■ Task instructions: Across the listing that follows, establish how many lines contain the string "joint" and provide that number by itself.

----

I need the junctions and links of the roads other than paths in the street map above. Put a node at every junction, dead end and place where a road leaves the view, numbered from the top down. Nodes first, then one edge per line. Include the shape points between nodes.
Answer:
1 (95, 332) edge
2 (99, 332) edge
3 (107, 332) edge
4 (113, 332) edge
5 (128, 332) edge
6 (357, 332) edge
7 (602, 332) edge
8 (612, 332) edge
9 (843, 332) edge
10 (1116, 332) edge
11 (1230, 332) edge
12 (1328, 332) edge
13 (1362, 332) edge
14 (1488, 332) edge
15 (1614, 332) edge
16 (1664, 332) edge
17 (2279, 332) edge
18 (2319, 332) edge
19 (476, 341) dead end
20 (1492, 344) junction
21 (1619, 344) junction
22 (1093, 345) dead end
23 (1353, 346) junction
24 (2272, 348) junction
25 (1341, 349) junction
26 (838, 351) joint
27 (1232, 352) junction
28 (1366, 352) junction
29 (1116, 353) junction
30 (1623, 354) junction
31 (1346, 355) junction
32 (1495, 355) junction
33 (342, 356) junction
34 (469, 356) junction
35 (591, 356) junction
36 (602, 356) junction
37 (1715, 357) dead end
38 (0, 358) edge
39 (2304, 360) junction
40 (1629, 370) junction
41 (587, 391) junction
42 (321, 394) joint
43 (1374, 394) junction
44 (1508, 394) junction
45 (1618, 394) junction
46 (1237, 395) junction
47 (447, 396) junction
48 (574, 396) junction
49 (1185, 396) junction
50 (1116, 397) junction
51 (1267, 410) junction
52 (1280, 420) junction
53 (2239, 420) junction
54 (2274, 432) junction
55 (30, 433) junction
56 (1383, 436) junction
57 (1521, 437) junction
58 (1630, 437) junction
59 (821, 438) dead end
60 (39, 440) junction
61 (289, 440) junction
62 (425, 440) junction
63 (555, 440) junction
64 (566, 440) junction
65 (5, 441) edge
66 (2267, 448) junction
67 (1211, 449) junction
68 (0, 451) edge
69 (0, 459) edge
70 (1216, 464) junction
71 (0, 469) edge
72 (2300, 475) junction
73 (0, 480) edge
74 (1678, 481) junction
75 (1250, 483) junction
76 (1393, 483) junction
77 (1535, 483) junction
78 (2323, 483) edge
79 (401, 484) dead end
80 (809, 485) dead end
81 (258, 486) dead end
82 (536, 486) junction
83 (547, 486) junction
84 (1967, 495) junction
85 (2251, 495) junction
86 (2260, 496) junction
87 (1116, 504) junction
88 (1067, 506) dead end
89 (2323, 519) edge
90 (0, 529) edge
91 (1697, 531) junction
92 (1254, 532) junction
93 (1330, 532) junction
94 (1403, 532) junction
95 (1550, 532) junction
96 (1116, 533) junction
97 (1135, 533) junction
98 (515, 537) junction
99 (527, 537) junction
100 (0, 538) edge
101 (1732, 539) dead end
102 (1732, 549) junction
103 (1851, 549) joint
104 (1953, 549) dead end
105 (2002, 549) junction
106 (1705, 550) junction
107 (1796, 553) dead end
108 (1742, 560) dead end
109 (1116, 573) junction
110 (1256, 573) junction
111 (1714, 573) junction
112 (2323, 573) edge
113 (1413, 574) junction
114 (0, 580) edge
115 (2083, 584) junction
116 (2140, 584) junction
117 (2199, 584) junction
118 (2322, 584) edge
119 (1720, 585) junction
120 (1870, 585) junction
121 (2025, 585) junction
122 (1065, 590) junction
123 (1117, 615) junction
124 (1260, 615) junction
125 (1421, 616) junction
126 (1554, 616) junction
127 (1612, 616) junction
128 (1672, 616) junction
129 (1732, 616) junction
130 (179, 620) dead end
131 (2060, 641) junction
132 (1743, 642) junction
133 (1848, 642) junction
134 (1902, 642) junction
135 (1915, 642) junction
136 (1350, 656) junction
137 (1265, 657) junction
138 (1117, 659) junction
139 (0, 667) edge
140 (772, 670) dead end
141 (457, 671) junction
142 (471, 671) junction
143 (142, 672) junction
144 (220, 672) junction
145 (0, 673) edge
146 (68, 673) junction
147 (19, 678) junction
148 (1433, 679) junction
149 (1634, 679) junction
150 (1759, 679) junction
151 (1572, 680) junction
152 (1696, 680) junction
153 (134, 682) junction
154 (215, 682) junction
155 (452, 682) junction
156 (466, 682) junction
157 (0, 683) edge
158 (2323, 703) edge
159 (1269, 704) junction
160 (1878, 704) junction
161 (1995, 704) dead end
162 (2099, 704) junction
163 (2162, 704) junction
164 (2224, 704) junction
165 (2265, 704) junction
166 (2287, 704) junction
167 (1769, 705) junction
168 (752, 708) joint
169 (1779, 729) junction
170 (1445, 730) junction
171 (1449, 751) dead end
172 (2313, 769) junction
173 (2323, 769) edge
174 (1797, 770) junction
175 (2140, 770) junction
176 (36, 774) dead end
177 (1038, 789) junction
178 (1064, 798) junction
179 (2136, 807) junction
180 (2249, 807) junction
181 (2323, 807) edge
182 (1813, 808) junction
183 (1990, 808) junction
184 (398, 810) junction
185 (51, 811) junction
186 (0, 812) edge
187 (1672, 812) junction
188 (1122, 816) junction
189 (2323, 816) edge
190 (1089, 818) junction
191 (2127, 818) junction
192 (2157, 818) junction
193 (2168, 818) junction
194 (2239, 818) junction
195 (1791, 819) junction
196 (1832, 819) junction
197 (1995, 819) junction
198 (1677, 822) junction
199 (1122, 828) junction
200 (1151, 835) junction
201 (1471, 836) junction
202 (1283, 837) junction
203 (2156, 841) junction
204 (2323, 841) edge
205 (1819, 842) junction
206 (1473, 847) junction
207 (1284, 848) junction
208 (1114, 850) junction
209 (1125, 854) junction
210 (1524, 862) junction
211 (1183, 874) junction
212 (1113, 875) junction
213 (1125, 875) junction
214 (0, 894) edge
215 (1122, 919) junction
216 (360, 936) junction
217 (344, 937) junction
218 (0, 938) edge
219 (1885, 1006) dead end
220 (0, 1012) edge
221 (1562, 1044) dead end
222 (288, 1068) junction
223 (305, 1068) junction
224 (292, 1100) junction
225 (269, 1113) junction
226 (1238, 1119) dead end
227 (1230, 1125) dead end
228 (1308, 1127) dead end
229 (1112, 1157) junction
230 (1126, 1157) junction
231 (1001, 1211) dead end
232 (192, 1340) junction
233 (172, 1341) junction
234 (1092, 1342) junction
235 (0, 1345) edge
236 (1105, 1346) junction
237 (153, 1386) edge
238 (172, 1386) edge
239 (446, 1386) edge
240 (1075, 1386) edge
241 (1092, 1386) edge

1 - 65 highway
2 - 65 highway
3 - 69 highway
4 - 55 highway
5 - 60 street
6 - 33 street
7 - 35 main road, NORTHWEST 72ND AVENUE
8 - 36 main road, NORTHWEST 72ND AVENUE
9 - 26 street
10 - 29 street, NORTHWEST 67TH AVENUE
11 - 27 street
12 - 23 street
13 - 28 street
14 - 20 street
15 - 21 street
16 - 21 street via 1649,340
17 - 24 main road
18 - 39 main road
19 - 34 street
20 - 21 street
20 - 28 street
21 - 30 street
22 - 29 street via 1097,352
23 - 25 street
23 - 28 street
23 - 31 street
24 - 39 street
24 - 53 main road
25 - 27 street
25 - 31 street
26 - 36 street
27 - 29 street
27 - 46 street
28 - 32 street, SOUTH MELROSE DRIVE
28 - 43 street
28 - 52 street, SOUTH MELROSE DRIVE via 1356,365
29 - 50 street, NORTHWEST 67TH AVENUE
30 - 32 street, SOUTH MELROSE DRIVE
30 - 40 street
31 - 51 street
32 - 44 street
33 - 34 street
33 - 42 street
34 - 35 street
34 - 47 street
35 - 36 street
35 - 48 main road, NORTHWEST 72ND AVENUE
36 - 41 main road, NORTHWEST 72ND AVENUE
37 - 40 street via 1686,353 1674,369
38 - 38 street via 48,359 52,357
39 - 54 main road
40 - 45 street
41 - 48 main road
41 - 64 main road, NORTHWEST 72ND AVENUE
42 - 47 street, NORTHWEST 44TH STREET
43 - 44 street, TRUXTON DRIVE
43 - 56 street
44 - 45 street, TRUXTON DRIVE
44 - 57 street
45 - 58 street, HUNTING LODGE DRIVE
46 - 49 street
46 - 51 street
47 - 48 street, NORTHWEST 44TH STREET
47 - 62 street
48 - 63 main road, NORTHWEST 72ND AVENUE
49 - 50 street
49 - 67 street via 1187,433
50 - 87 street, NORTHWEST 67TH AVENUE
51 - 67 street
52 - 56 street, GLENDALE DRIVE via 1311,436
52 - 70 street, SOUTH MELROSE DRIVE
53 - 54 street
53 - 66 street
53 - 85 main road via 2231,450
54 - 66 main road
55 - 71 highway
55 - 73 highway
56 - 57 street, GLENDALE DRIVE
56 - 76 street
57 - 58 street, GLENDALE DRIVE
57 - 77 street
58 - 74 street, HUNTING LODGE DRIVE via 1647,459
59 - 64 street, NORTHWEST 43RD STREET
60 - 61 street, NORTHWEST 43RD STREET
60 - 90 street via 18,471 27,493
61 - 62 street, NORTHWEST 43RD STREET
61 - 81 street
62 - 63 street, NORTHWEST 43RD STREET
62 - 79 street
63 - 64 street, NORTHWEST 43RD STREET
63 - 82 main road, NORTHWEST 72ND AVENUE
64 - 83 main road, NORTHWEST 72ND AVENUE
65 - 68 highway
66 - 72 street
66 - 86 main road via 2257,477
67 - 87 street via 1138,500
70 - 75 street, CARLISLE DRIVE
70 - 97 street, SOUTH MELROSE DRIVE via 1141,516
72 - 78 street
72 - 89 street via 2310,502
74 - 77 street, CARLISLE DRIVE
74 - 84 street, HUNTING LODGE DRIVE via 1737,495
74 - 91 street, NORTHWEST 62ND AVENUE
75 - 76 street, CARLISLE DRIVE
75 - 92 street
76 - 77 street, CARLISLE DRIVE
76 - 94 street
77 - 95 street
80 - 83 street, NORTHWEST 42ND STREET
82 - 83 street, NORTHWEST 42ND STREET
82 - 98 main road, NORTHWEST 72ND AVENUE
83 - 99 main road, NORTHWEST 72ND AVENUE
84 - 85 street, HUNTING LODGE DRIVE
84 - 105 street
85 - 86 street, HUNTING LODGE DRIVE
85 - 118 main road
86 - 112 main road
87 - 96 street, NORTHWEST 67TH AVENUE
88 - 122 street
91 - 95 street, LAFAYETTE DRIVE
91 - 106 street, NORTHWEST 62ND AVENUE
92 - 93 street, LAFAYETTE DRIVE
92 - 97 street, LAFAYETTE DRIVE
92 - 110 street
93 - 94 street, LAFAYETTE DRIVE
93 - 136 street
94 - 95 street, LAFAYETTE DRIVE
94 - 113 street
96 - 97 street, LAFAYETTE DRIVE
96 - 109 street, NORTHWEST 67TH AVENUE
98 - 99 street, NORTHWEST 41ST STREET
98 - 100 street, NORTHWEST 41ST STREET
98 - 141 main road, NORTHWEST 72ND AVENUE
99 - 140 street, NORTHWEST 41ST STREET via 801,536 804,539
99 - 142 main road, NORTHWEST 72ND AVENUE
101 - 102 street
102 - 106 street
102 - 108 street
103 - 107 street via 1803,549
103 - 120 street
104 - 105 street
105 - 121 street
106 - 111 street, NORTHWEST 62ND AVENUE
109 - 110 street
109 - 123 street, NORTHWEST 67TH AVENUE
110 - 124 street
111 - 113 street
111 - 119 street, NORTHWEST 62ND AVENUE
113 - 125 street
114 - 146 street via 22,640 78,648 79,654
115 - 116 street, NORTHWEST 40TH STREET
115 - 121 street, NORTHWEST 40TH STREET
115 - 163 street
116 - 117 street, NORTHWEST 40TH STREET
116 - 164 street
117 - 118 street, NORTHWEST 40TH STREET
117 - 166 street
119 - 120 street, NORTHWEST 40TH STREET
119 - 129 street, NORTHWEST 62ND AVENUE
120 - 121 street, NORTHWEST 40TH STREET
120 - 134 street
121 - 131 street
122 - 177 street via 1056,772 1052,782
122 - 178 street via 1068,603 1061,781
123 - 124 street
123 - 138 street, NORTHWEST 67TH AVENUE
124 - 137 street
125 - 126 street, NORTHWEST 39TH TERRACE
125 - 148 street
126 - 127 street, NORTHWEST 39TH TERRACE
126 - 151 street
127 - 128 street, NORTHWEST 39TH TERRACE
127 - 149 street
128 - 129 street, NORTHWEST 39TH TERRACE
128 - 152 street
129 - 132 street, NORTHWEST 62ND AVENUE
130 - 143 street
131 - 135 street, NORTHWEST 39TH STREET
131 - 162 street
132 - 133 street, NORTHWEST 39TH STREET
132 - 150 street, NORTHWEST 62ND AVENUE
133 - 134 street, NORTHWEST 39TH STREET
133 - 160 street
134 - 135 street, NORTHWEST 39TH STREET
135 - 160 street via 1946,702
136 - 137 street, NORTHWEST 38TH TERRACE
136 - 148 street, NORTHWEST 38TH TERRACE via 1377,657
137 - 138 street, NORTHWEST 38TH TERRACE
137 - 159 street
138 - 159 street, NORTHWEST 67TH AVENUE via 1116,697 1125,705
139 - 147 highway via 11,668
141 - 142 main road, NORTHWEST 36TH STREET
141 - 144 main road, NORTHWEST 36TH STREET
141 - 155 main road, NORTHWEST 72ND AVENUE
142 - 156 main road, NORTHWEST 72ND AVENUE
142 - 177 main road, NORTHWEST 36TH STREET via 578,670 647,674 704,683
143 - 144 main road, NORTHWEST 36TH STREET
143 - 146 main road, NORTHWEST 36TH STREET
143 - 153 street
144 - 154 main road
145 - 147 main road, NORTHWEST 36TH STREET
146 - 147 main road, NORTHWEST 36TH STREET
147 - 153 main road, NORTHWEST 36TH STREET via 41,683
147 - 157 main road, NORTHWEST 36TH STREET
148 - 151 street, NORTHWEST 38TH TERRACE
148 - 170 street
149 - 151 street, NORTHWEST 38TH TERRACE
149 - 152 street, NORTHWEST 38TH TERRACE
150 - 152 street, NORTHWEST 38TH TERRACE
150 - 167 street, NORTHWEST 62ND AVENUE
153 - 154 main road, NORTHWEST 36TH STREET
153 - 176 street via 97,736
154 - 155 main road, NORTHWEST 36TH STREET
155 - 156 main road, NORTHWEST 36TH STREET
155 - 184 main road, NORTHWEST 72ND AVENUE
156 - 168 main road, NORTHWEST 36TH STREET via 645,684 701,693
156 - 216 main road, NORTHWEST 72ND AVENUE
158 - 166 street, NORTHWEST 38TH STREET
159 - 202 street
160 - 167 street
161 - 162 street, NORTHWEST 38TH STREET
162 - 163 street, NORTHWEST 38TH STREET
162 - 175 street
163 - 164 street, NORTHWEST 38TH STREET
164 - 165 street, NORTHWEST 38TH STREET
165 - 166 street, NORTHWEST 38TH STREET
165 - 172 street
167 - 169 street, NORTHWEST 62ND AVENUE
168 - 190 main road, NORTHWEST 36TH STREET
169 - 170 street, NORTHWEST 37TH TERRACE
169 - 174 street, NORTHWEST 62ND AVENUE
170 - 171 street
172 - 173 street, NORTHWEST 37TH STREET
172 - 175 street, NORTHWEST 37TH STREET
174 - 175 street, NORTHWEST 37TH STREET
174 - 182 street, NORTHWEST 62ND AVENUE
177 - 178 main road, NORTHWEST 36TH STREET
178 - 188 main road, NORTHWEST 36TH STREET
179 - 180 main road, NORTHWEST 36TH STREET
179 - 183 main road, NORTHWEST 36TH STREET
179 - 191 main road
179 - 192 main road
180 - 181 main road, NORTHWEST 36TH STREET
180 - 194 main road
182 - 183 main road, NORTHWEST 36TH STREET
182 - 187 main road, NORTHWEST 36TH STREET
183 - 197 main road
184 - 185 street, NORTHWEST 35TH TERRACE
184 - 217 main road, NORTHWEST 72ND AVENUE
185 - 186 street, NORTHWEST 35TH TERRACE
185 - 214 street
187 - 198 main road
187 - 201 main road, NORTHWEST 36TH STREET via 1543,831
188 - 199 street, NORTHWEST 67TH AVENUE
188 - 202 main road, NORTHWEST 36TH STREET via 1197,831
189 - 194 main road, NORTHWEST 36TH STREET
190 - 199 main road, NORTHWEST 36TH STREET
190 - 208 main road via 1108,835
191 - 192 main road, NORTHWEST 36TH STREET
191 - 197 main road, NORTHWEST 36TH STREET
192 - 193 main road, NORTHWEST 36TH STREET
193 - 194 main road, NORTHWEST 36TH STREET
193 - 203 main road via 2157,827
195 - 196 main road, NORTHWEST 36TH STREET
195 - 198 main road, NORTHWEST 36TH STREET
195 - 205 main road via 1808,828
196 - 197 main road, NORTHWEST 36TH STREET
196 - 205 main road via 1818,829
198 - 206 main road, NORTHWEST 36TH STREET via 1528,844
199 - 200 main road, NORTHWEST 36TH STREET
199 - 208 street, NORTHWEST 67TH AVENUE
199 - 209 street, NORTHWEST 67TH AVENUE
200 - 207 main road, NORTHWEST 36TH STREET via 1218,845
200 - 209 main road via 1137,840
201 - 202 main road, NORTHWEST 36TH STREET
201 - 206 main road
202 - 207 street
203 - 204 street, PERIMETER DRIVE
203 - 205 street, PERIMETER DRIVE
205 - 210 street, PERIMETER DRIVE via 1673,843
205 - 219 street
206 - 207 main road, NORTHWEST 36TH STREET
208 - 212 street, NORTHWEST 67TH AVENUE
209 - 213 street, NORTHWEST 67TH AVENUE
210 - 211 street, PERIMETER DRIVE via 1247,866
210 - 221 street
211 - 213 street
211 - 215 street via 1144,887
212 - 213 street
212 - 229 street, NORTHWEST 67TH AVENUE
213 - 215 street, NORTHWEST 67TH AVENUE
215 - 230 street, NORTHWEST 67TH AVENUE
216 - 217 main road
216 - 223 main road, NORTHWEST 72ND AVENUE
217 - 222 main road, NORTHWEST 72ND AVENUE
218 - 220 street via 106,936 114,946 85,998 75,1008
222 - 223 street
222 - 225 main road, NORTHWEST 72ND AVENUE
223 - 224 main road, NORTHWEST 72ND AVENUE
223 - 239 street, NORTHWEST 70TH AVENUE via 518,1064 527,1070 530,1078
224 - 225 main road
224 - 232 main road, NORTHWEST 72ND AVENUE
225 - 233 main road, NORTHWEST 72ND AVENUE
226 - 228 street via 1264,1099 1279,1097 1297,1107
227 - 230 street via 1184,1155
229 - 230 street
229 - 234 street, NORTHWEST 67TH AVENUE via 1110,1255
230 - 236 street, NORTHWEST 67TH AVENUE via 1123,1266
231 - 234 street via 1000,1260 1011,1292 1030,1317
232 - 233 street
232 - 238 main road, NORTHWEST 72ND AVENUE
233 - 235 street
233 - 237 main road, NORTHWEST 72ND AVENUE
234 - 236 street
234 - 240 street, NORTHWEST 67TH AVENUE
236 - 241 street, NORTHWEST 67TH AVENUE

----

■ Solution for this problem: 4